## Task instructions:
Lines in the data below that contain the word "other" are to be copied.

(Source information begins)

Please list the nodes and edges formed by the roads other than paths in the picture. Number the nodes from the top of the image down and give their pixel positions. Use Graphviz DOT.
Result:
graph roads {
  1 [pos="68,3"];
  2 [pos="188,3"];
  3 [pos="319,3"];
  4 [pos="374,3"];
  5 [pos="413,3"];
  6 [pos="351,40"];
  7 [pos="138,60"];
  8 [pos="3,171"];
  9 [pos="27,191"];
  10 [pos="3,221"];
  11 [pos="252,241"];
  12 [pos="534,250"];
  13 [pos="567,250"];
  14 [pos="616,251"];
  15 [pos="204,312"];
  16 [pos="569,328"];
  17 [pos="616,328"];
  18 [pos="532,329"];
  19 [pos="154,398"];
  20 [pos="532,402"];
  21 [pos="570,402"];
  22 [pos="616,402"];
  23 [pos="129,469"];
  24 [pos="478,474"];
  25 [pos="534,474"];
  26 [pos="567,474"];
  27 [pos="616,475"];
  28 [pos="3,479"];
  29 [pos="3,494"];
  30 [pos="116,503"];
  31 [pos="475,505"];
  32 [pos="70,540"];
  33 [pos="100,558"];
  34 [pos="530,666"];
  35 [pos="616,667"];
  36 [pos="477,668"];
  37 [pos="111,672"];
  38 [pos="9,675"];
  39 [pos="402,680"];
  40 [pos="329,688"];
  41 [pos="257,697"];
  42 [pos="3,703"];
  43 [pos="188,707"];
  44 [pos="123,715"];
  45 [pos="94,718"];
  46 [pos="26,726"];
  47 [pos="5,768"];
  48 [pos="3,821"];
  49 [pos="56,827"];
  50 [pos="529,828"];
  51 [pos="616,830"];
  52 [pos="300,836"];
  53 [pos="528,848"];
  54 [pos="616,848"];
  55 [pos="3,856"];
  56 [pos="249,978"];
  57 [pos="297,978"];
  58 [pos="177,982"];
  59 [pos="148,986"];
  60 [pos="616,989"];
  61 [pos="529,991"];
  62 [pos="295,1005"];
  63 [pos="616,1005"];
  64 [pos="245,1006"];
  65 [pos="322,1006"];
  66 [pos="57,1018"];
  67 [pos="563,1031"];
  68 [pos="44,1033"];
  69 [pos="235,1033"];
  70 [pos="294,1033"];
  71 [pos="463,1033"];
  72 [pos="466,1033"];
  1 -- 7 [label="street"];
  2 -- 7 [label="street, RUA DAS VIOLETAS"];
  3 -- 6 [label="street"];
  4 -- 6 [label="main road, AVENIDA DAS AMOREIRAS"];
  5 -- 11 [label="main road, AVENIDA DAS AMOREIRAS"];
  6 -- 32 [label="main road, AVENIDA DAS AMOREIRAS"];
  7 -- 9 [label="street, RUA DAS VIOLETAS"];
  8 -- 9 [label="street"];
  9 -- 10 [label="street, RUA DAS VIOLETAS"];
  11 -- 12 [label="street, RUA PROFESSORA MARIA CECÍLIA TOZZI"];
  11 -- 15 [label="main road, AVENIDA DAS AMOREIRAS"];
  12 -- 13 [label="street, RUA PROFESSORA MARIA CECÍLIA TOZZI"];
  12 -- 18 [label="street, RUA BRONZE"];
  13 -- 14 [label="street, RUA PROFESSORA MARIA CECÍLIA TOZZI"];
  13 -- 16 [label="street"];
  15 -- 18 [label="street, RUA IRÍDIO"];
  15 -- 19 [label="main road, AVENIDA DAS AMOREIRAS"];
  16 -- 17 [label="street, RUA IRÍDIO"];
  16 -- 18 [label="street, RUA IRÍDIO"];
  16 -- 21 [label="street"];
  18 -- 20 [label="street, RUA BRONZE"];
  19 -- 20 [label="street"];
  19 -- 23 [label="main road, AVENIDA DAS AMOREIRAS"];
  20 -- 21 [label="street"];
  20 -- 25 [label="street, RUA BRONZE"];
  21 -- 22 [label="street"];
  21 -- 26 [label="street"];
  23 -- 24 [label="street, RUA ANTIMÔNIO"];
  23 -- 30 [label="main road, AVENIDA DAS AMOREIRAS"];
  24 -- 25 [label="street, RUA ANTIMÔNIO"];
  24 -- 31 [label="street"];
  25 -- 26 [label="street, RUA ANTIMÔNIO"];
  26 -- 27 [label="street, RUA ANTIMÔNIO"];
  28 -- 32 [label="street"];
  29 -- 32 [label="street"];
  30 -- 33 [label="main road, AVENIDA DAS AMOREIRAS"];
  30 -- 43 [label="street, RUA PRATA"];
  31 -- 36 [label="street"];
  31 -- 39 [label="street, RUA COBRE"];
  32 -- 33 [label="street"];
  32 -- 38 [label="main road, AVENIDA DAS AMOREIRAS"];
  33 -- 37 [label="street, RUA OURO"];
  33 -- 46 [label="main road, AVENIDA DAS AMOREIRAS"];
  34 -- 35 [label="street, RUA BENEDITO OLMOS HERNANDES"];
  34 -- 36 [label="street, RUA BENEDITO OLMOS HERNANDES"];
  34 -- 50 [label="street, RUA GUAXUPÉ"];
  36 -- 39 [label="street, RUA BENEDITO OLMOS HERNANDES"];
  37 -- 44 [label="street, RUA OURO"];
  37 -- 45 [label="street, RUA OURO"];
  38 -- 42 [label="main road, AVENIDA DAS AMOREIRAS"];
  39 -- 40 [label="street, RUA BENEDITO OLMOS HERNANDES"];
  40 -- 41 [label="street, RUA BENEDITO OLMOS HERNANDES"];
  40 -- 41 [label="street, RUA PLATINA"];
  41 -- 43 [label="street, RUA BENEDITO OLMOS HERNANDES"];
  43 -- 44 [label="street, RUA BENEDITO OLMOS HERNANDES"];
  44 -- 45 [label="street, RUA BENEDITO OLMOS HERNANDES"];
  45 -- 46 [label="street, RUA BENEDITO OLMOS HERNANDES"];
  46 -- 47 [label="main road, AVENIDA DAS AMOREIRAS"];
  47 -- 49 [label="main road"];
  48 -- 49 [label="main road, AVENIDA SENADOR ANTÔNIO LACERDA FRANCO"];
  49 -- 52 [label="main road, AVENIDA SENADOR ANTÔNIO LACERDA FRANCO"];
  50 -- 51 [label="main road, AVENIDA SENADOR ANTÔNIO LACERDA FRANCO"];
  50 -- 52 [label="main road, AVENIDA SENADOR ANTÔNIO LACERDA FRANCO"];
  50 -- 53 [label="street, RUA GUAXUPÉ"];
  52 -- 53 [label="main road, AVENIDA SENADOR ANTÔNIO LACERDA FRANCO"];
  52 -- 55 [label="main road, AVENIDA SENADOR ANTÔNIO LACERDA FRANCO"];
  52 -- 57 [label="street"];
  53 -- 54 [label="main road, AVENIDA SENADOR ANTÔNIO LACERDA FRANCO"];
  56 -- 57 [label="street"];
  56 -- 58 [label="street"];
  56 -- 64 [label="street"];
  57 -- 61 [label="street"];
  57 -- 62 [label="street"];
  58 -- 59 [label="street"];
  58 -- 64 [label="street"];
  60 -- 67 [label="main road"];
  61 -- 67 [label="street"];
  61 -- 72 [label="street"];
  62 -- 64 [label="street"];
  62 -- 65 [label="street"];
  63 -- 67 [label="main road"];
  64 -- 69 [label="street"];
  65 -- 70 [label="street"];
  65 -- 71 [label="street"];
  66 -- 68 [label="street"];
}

(Source information ends)
(Source information begins)

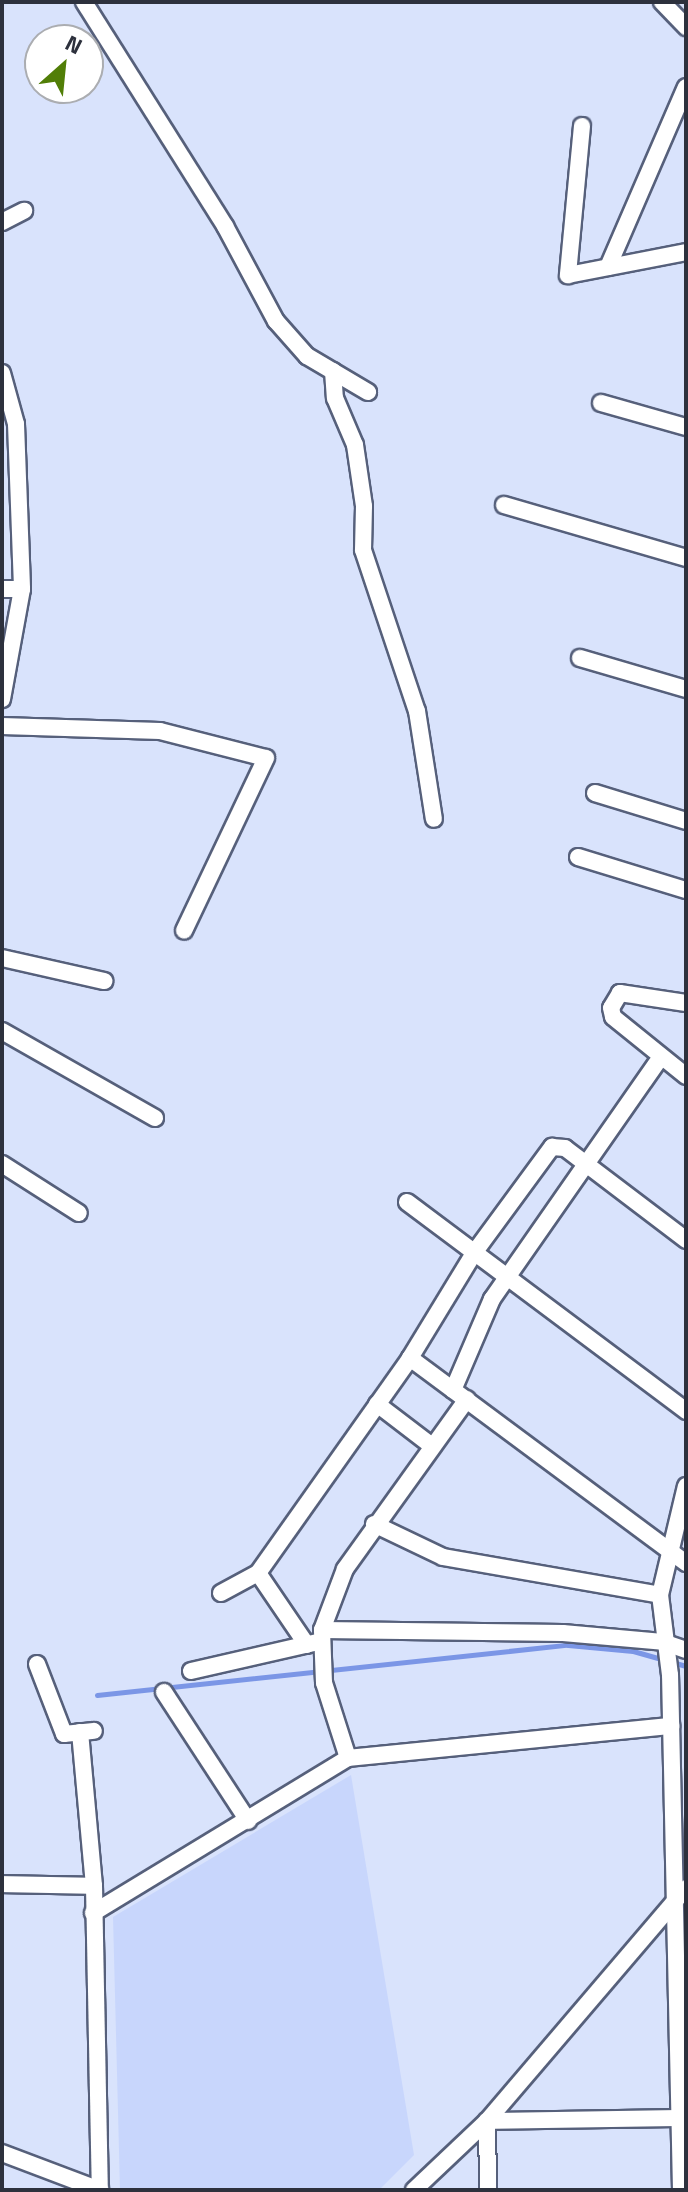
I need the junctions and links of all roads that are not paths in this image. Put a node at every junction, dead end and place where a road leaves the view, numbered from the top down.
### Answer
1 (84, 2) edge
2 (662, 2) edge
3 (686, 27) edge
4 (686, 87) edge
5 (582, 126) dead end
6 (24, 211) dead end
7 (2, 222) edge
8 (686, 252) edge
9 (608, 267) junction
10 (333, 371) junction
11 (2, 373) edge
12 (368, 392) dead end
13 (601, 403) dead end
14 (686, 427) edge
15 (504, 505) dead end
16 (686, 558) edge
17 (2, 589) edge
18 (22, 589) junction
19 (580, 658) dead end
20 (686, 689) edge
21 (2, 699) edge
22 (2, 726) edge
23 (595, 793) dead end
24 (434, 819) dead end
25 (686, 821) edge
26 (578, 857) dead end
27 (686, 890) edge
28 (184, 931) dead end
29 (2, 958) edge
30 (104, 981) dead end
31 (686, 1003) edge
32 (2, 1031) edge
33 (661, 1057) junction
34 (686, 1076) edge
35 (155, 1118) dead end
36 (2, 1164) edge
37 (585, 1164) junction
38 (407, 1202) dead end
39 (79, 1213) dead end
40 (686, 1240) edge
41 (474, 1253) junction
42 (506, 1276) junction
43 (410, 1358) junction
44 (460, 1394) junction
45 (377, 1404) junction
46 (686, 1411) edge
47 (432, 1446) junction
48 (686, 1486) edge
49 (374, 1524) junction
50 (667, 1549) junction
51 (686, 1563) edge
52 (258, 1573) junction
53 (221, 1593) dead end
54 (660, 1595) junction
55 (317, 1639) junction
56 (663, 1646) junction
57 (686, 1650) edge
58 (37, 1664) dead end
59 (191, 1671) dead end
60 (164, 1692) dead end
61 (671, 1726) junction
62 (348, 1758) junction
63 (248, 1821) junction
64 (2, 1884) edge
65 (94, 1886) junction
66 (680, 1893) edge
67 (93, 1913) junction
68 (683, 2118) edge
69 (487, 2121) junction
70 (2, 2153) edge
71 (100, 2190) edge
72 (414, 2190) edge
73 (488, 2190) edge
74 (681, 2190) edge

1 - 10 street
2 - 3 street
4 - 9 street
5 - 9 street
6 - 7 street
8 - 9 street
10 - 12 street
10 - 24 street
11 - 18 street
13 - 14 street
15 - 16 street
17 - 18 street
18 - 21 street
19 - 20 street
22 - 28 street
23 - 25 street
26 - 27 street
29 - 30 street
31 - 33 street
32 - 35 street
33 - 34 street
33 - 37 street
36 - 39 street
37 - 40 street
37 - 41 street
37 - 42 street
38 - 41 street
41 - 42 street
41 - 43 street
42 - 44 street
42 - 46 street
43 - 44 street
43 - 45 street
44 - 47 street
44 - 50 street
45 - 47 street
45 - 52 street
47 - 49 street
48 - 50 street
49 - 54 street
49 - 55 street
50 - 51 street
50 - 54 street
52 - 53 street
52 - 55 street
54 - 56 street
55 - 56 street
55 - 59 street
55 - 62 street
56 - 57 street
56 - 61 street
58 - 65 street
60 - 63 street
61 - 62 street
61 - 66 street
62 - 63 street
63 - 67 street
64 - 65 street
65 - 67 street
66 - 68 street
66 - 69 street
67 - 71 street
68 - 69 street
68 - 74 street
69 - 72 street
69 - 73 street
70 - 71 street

(Source information ends)
(Source information begins)

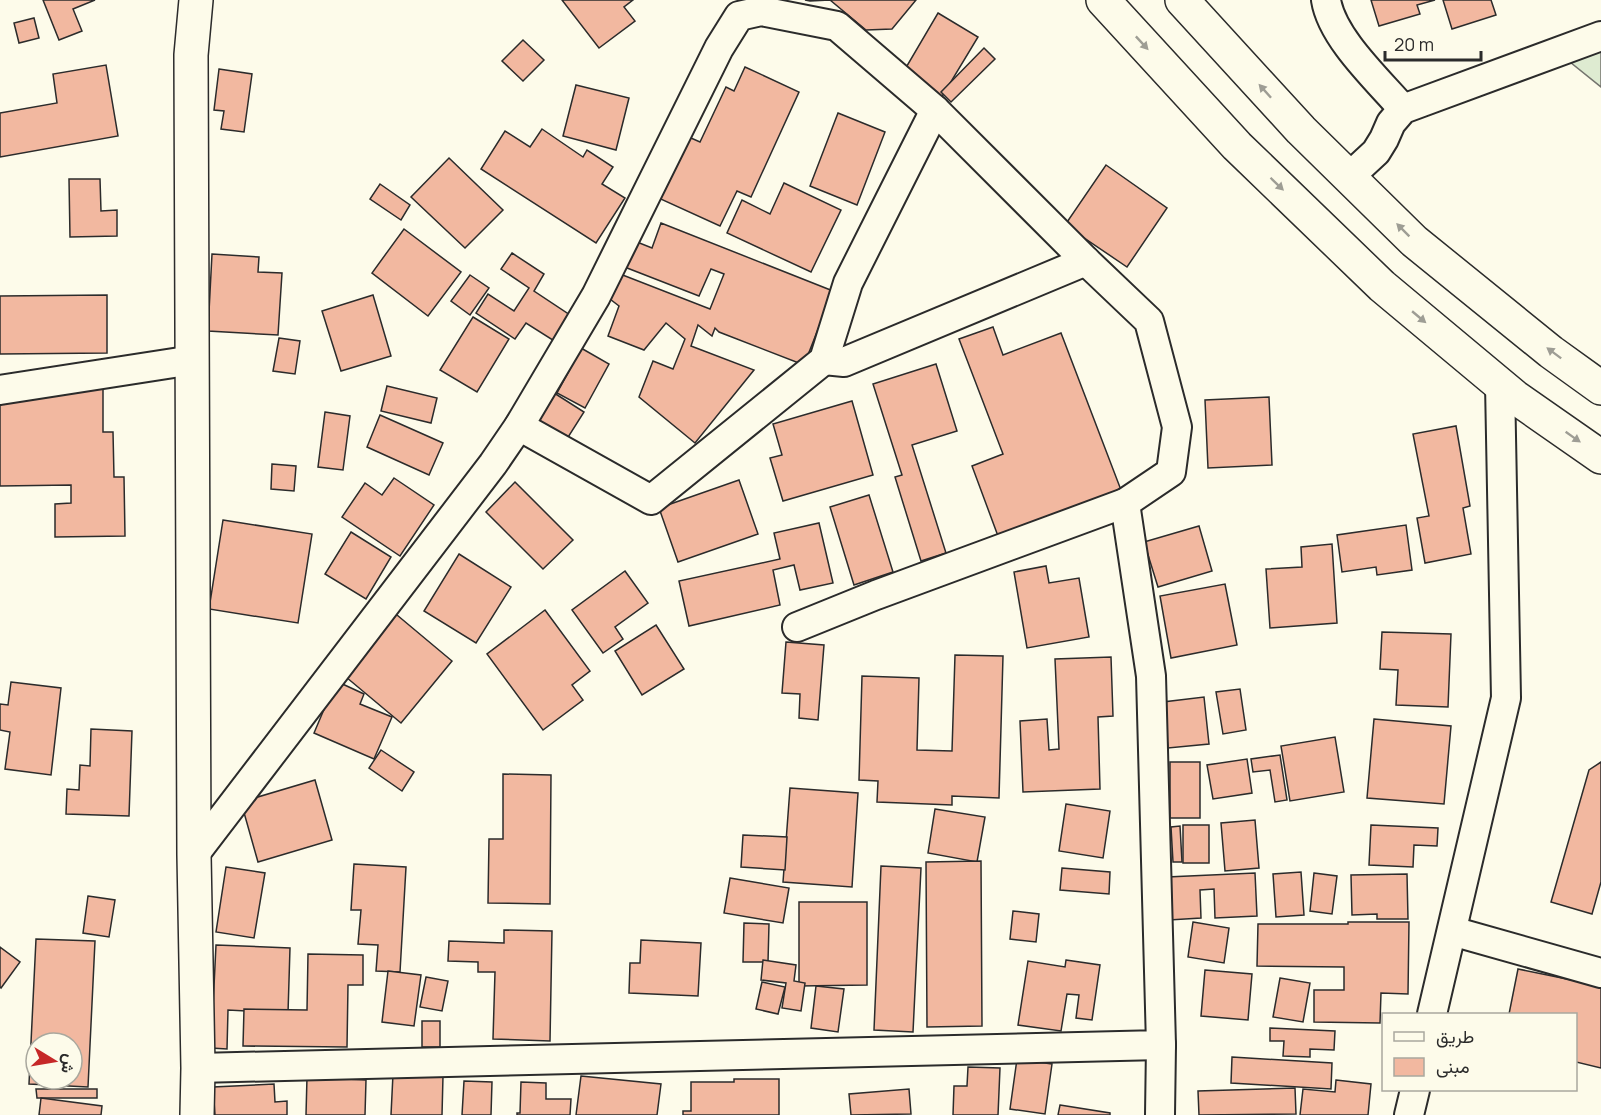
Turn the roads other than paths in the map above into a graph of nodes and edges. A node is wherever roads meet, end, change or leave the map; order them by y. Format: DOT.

(Source information ends)

## Answer space:
Please list the nodes and edges formed by the roads other than paths in the picture. Number the nodes from the top of the image down and give their pixel positions. Use Graphviz DOT.
Turn the roads other than paths in the map above into a graph of nodes and edges. A node is wherever roads meet, end, change or leave the map; order them by y. Format: DOT.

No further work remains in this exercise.